David Hage

In July 2023, we changed our name from AACC (short for the American Association for Clinical Chemistry) to the Association for Diagnostics & Laboratory Medicine (ADLM). The following page was written prior to this rebranding and contains mentions of the association’s old name. It may contain other out-of-date information as well.

2000 AACC Lectureship Award

David D. Ho, MD, received this year’s award, supported by an educational grant from Bayer Diagnostics.

Dr. Ho received his BS in Physics from the California Institute of Technology and his MD from Harvard Medical School. He completed his residency at Cedars-Sinai Medical Center and UCLA School of Medicine in 1981. From 1982 to 1986, he was a clinical and research fellow in medicine and an instructor of medicine at Massachusetts General Hospital and Harvard. He was Associate Professor of Medicine at UCLA before joining New York University as Professor of Medicine and Microbiology and Co-Director of the Center for AIDS Research.

In 1990, he was selected to head the newly established Aaron Diamond AIDS Research Center in New York City. He currently is Director and Chief Executive Officer of that institution as well as a professor at The Rockefeller University.

Dr. Ho has spent his career in AIDS research, a field in which he has demonstrated such success that he was selected as Time magazine’s Man of the Year for 1996.

His interest in this disease began in the early 1980s, when he encountered patients in hospitals with a mysterious, fatal illness that only later would be identified and named AIDS. In the next few years at Harvard and UCLA, Dr. Ho studied the virus in addition to his other responsibilities. He was one of the first people in the world to isolate the AIDS-causing virus, HIV.

At the Aaron Diamond AIDS Research Center, he leads a team of some 50 world-class researchers studying this unique disease. Under Dr. Ho’s direction, researchers at the Diamond Center have elucidated how the virus replicates within the body, how it invades lymphocytes, and many other crucial aspects of its pathology.

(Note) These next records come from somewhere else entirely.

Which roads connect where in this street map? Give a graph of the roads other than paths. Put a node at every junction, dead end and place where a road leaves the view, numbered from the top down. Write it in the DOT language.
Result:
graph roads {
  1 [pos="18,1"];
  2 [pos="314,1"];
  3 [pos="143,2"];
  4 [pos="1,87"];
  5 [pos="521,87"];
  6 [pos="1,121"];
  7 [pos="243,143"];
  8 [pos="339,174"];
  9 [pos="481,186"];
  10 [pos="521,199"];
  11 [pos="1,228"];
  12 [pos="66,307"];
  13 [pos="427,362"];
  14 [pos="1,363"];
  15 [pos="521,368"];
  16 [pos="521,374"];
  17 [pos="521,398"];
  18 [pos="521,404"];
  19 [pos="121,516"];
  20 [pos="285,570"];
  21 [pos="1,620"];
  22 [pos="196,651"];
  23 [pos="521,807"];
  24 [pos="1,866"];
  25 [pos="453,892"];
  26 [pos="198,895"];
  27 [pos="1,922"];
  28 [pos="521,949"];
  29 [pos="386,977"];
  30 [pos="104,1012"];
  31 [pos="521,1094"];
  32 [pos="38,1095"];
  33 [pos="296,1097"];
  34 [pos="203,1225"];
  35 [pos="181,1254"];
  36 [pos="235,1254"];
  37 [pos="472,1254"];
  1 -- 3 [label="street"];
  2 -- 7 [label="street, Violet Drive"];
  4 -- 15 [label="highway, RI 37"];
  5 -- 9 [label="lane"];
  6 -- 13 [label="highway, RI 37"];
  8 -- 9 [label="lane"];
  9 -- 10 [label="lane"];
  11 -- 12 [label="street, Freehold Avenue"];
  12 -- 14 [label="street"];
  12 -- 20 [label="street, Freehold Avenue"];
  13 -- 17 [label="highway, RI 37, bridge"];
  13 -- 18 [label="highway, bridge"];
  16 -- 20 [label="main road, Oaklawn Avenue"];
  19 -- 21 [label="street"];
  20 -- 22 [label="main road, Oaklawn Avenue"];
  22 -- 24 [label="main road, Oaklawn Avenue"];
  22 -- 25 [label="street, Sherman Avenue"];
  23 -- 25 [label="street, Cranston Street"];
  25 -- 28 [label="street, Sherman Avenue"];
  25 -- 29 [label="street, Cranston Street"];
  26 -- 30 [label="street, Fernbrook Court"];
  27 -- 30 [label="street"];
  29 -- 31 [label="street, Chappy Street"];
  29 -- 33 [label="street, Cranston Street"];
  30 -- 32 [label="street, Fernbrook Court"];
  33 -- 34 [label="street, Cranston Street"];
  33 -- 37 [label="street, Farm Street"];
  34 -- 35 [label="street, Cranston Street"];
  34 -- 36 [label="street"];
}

But perhaps Dr. Ho’s most important contribution has been to overturn the conventional wisdom that the effects of the AIDS infection take years to surface because the virus is dormant in its early stages. Dr. Ho showed that the virus is always active and that the immune system is constantly fighting the virus off until it is finally overwhelmed. Based on this insight, Dr. Ho conceived the approach of attacking this fast-mutating virus with a combination of state-of-the-art drugs in the earliest stages of infection. The success of the drug cocktail treatment and other advances have fundamentally changed the way we view AIDS. Although we are still far from having a cure, we no longer regard this infection as the virtual death sentence it first appeared, and it is even possible to reduce the virus to undetectable concentrations in blood, semen, and lymph tissues.

Dr. Ho has received the Ernst Jung Prize in Medicine and the New York City Mayor’s Award for Excellence in Science and Technology, and has been elected to the Institute of Medicine of the National Academy of Sciences. He is the author or co-author of more than 200 publications. He has served on a variety of AIDS-related committees, including the National Task Force on AIDS Drug Development.